Give back every record below, character for character.

__INFORMATION__
——

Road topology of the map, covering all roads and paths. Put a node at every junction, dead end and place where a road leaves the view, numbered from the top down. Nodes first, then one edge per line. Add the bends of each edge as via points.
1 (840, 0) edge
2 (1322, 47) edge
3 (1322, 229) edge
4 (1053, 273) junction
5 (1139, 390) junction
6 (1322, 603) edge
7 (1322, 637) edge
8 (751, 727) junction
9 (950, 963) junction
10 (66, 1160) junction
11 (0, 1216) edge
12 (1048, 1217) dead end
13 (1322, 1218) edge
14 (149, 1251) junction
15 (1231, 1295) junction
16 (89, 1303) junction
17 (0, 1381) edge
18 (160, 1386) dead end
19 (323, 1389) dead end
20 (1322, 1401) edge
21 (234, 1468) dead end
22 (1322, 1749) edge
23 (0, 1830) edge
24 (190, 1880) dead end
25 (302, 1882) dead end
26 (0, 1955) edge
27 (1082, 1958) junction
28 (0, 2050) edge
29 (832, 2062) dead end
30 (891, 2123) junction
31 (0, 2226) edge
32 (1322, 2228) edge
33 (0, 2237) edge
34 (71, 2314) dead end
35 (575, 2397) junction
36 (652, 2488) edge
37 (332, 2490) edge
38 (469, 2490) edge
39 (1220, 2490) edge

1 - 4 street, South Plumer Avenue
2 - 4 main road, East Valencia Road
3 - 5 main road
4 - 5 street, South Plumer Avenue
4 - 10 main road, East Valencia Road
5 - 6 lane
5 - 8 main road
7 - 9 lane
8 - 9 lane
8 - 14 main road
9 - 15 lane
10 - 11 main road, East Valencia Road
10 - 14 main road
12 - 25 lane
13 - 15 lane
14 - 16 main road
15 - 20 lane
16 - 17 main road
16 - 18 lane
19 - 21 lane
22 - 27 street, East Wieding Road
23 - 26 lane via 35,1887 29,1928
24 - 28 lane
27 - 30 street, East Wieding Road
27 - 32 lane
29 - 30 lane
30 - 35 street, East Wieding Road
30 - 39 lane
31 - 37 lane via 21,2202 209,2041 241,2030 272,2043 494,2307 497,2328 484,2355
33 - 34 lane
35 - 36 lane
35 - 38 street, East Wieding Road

——

__RESULT__
Road topology of the map, covering all roads and paths. Put a node at every junction, dead end and place where a road leaves the view, numbered from the top down. Nodes first, then one edge per line. Add the bends of each edge as via points.
1 (840, 0) edge
2 (1322, 47) edge
3 (1322, 229) edge
4 (1053, 273) junction
5 (1139, 390) junction
6 (1322, 603) edge
7 (1322, 637) edge
8 (751, 727) junction
9 (950, 963) junction
10 (66, 1160) junction
11 (0, 1216) edge
12 (1048, 1217) dead end
13 (1322, 1218) edge
14 (149, 1251) junction
15 (1231, 1295) junction
16 (89, 1303) junction
17 (0, 1381) edge
18 (160, 1386) dead end
19 (323, 1389) dead end
20 (1322, 1401) edge
21 (234, 1468) dead end
22 (1322, 1749) edge
23 (0, 1830) edge
24 (190, 1880) dead end
25 (302, 1882) dead end
26 (0, 1955) edge
27 (1082, 1958) junction
28 (0, 2050) edge
29 (832, 2062) dead end
30 (891, 2123) junction
31 (0, 2226) edge
32 (1322, 2228) edge
33 (0, 2237) edge
34 (71, 2314) dead end
35 (575, 2397) junction
36 (652, 2488) edge
37 (332, 2490) edge
38 (469, 2490) edge
39 (1220, 2490) edge

1 - 4 street, South Plumer Avenue
2 - 4 main road, East Valencia Road
3 - 5 main road
4 - 5 street, South Plumer Avenue
4 - 10 main road, East Valencia Road
5 - 6 lane
5 - 8 main road
7 - 9 lane
8 - 9 lane
8 - 14 main road
9 - 15 lane
10 - 11 main road, East Valencia Road
10 - 14 main road
12 - 25 lane
13 - 15 lane
14 - 16 main road
15 - 20 lane
16 - 17 main road
16 - 18 lane
19 - 21 lane
22 - 27 street, East Wieding Road
23 - 26 lane via 35,1887 29,1928
24 - 28 lane
27 - 30 street, East Wieding Road
27 - 32 lane
29 - 30 lane
30 - 35 street, East Wieding Road
30 - 39 lane
31 - 37 lane via 21,2202 209,2041 241,2030 272,2043 494,2307 497,2328 484,2355
33 - 34 lane
35 - 36 lane
35 - 38 street, East Wieding Road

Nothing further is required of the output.